По пути домой, оставшись впервые за день одна, гнала страхи и гадала, за что свалилось на нее счастье, когда больше и не ждала. Зачем послан ей – замершей, замерзшей и почти неживой – тот мальчик из прошлого. И вовсе не мальчик, но светловолосый, синеглазый юноша. Как с ним легко, он свободен и прост, без всяческого налета напыщенности, без тени самодовольства, без позерства, такого густого всечасно у Лохвицких и Руденского. Он житейски неопытен. Но у юноши умелые руки хозяина. Со стороны кажется, словно все вещи и предметы подчиняются ему. Он внимателен, но не назойлив. Он ласков, но не приторен. Он заботлив, но не требует благодарности. Он рыцарственен и при том слегка насмешлив, легкоостроумен. Иной раз кажется, глядит на все критически и все подвергает сомнению, но никогда не доходит его шутливость до гаерства или цинизма. Когда смотришь на него со стороны, а рядом с ним нет никого, он так пропорционален, что громадности его роста не замечаешь. Зато замечаешь цельную мужскую красоту, когда он колет щепу для разжигания печи или правит плотницкий инструмент. Смотрит на огонь, светлеет лицом, да темнеет взглядом, не по возрасту скорбным. Он тих, но не скучен. Задумывается о чудесной физической сложности мира, о таинственном и сверхъестественном. Серьезно рассуждает об устройстве Вселенной, притом по-мальчишески увлеченно заражает своей вдохновенностью. Он верит, что можно не дать миру распасться. И тут же предлагает кротко и без сомнений принимать как утверждение: человек на все в мире повлиять не может, но мир души своей поправить в силах. Иногда замыкается, уходит в себя, бережет внутри что-то свое, не допускает, отгораживается, и тут лучше переждать. А как очнется, потеплеет, то раздает тепло свое поблизости всем, о ком забыл на время. Но знает ли он, какую нежность и робость вызывает в ней самой? Знает ли, как в моменты его печали слабеют ее взметнувшиеся силы? Вот бы такого старшего брата. Милый, милый брат. Вита сразу же себя оборвала: не лги. Не в братья ты бы желала его себе. Взошло его солнце в тебе, Вита, и встало в зените. Но о том невозможно сказать никому. И невозможно сказать себе. Потому что мертвым любить нельзя. Потому что теперь любить – предать маму, папу и брата.

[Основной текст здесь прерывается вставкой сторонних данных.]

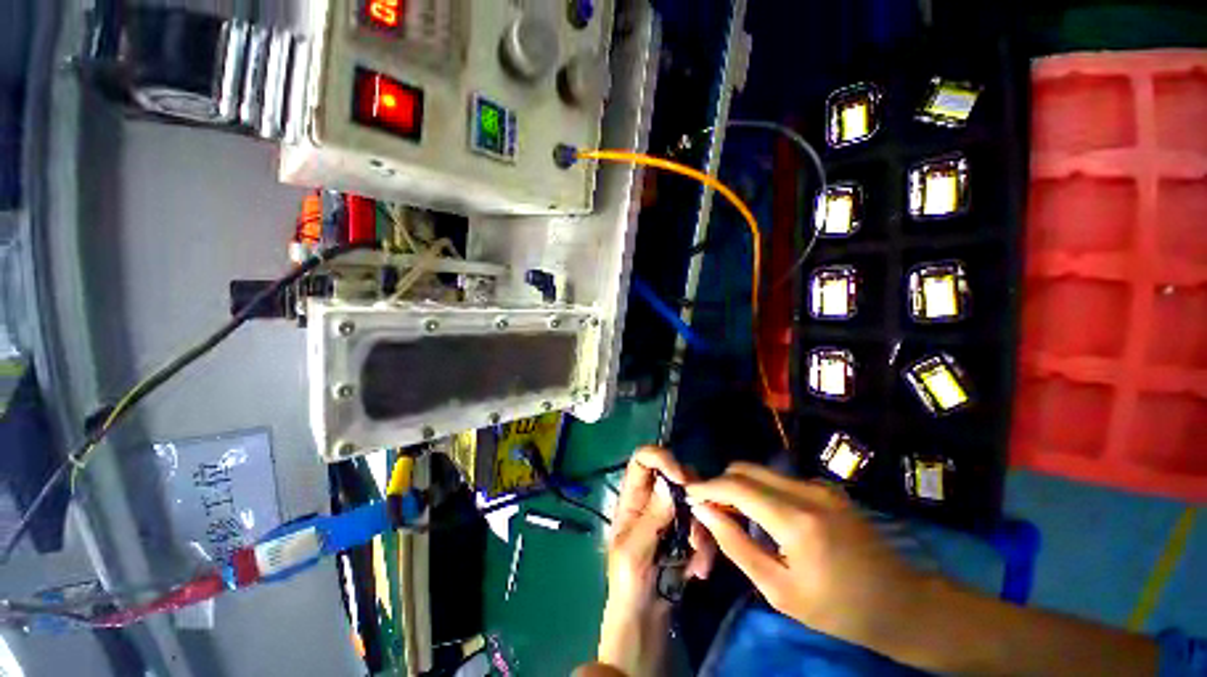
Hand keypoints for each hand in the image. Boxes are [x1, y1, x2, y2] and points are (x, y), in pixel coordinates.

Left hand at [596, 447, 715, 675]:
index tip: (681, 477)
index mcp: (632, 497)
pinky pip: (704, 526)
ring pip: (693, 500)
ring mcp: (670, 515)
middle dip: (691, 497)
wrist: (645, 623)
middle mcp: (652, 499)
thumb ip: (651, 517)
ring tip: (698, 559)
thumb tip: (665, 482)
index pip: (642, 459)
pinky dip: (706, 547)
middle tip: (698, 522)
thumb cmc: (629, 586)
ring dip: (701, 529)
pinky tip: (699, 571)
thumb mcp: (634, 553)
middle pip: (674, 475)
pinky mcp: (687, 534)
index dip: (661, 458)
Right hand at [686, 463, 928, 652]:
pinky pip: (779, 480)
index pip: (736, 486)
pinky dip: (760, 490)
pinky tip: (762, 516)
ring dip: (739, 486)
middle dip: (721, 484)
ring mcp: (820, 485)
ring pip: (761, 472)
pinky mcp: (827, 487)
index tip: (688, 495)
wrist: (903, 603)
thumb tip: (703, 511)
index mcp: (796, 520)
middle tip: (709, 509)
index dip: (707, 487)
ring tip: (732, 514)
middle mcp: (807, 491)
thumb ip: (736, 545)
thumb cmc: (838, 609)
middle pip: (745, 469)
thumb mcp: (779, 590)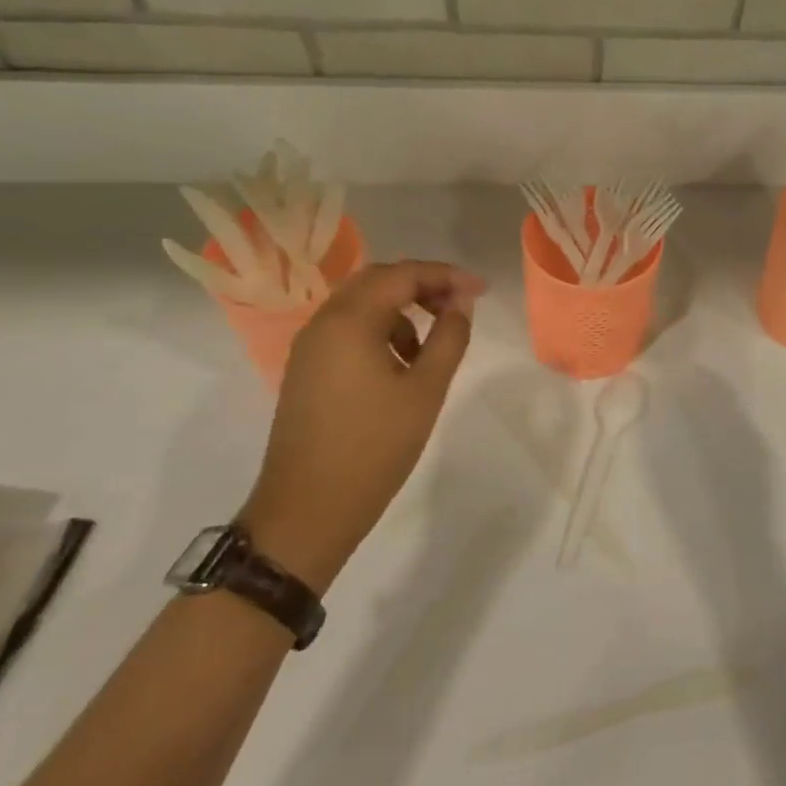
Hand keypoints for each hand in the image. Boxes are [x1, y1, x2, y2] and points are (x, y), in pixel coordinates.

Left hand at [242, 260, 485, 589]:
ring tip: (431, 347)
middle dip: (422, 286)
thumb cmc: (374, 447)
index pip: (402, 275)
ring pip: (360, 306)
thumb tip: (460, 305)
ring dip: (401, 311)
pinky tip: (400, 368)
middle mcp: (322, 324)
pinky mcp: (305, 372)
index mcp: (349, 321)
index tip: (480, 290)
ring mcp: (309, 349)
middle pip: (377, 282)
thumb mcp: (426, 390)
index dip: (446, 275)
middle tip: (458, 306)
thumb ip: (449, 338)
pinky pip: (347, 332)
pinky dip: (379, 332)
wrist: (308, 510)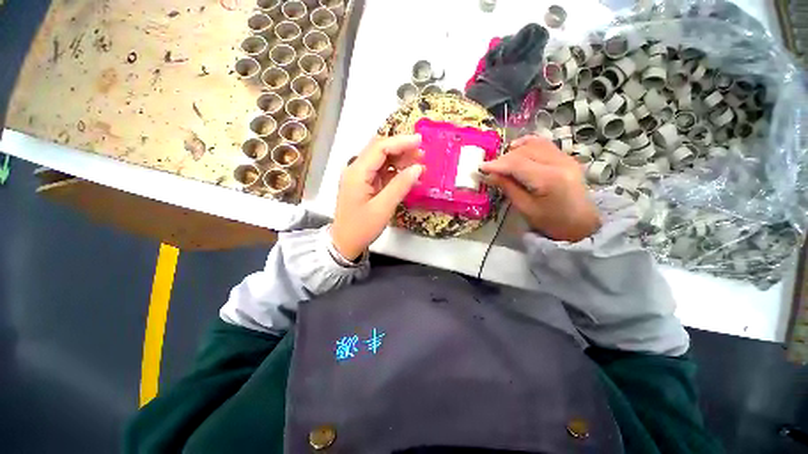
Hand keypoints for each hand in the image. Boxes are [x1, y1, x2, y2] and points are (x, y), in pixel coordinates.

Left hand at [331, 135, 423, 260]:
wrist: (345, 243)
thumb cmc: (361, 228)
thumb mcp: (383, 208)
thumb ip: (400, 186)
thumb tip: (417, 168)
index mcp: (357, 172)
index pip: (379, 148)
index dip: (400, 142)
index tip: (420, 141)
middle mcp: (356, 170)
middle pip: (379, 150)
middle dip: (401, 148)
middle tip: (422, 153)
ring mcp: (360, 177)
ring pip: (381, 160)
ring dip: (400, 159)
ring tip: (419, 163)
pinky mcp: (364, 184)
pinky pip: (381, 172)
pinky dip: (395, 172)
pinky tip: (408, 176)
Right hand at [480, 135, 600, 241]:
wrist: (581, 223)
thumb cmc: (551, 221)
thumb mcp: (525, 208)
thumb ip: (508, 188)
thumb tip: (489, 175)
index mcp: (549, 179)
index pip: (517, 164)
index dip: (496, 164)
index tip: (480, 167)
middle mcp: (559, 162)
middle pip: (524, 152)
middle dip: (503, 159)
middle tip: (490, 169)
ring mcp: (565, 157)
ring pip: (533, 144)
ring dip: (514, 151)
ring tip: (502, 162)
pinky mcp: (565, 157)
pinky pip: (543, 144)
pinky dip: (527, 144)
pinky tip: (516, 148)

Перед Горбатым мостом из-под черной кущи вынырнула фигура со зловещей тенью. Вот оно. И отдать-то нечего. Разве сережки? Но они мамины. До дома всего ничего, мост перейти. Мамочка! Дина, Мушка… И ничего не успела, ничего не успела. Как же так быстро? Отече Мира!
– Вита!
– Лавр?!
7. Мировая революция
Вита в который раз сбивалась с такта.
Пыталась ровно, хотя бы без сбоев, пусть не так одухотворенно, как мама, повторить «Темное пламя» Скрябина. Свет дня без яркого солнца торжествовал на дворе и высветлял квадрат окна в полумраке комнаты, как при выставленных рамах весною. Снова не дают электричества, вольтаж спадает до минимума. Дом второй день тонет во мраке: Георгиевская и Роушская станции намертво встали. Но дневного света, падающего на клавиши из двух угловых окон встык, вполне хватало. Тишина комнат вслушивалась в музыку и следовала то нарастающим, то слабеющим звукам рояля.
Липу ничем не удержать, та снова на базаре. Лавр, должно быть, ушел спозаранку, в десятом часу выходного пробуждения Вита его не застала. И вот она дома одна. «Баринька» – как зовет Лаврика их Найденыш – чем-то заметно расстроен все дни, погружен в себя, не делится причиной частых отлучек. Единственное, чему рад, – рассказам, с каким удовольствием Вита бегает третью неделю на службу в сиротский дом. Да, у нее наконец настоящее дело. Им с Бьянкой Романовной дали пробную смешанную группу восьмилеток в приюте имени Коминтерна, бывшем Бахрушинском. В остальных группах по-прежнему мальчики и девочки учатся раздельно. После эксперимента, вероятно, снова разделят и поручат ей мальчиков.
Вита никак не могла сосредоточиться на игре, «световая» поэма не давалась. Мысли уносились к последнему Рождеству, когда играла мама. Но насущное наступало на воспоминания. Неприятно даже беглое общение с комитетскими из Алексеевской насосной станции, тоже взявшими шефство над приютом имени Коминтерна вслед за Пединститутом.
Неприятен и скепсис Руденского, распекавшего ее за переход с кафедры в сиротский дом. Притом у Вениамина Александровича зло выдвинулась челюсть и даже заостренный подбородок перестал быть безвольным. Накануне он пригласил Виту в заведение «Красный петух», бывшее филипповское кафе «Питтореск», еще раньше пассаж Сан-Галли. Властительной походкой вел девушку по Кузнецкому Мосту, по-хозяйски поддерживая за локоть. Под взглядом спутника девушке показалась тесна вся ее одежда: и юбка в бедрах, и блуза в груди. Все труднее ей стало бывать на людях с Вениамином Александровичем, и наедине все труднее оставаться. Но тут как не согласиться, священник упредил о важной причине встречи. Снова приглашал на публичные дебаты, вскользь упомянул о сакральности «Живой церкви», делая ему одному понятные намеки.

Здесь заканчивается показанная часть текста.